**Activity:**
Scan the entries for the word "highway". Every line that has it should be copied.
── Supplied data
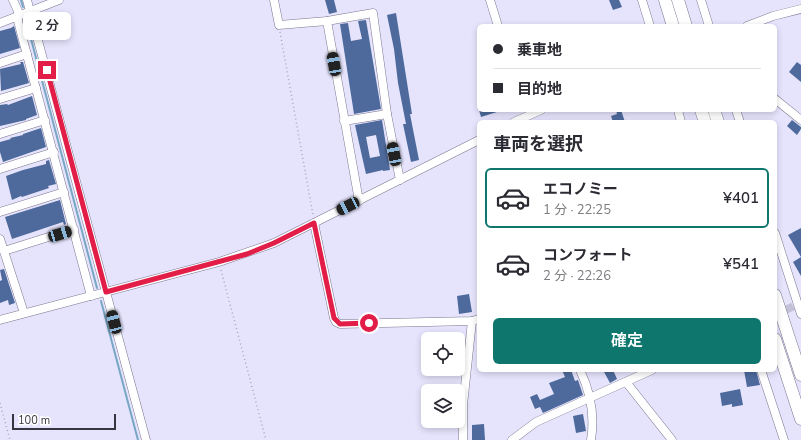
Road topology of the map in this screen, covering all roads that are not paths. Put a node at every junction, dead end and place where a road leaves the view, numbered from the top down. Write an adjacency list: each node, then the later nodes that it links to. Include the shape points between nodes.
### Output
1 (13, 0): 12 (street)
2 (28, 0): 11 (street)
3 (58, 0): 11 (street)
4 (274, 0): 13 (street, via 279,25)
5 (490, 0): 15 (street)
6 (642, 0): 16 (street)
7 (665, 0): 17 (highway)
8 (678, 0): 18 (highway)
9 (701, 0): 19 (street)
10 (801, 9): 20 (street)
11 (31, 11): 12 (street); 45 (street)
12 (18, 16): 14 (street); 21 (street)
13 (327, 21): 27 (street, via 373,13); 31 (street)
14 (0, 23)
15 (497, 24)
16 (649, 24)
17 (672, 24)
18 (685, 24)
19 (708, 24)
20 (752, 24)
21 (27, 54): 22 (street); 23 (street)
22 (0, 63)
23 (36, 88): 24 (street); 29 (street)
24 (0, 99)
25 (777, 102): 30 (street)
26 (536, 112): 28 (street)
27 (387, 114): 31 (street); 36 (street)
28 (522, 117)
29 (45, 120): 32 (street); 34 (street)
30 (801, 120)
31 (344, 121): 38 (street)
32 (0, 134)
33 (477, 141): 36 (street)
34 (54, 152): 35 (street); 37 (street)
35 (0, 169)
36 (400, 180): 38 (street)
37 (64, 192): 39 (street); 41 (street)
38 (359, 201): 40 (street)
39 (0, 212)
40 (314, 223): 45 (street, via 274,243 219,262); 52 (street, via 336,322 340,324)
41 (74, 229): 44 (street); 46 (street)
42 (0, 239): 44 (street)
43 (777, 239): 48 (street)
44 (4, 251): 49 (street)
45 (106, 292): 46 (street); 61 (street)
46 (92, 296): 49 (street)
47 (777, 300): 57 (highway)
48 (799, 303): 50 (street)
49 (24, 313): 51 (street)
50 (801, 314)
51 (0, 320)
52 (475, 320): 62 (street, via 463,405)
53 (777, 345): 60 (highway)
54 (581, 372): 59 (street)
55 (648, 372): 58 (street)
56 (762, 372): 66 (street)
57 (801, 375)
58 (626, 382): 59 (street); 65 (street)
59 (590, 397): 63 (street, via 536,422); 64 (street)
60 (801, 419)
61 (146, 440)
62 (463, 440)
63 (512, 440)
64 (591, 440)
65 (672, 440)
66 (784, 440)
────
**Result of this task:**
7 (665, 0): 17 (highway)
8 (678, 0): 18 (highway)
47 (777, 300): 57 (highway)
53 (777, 345): 60 (highway)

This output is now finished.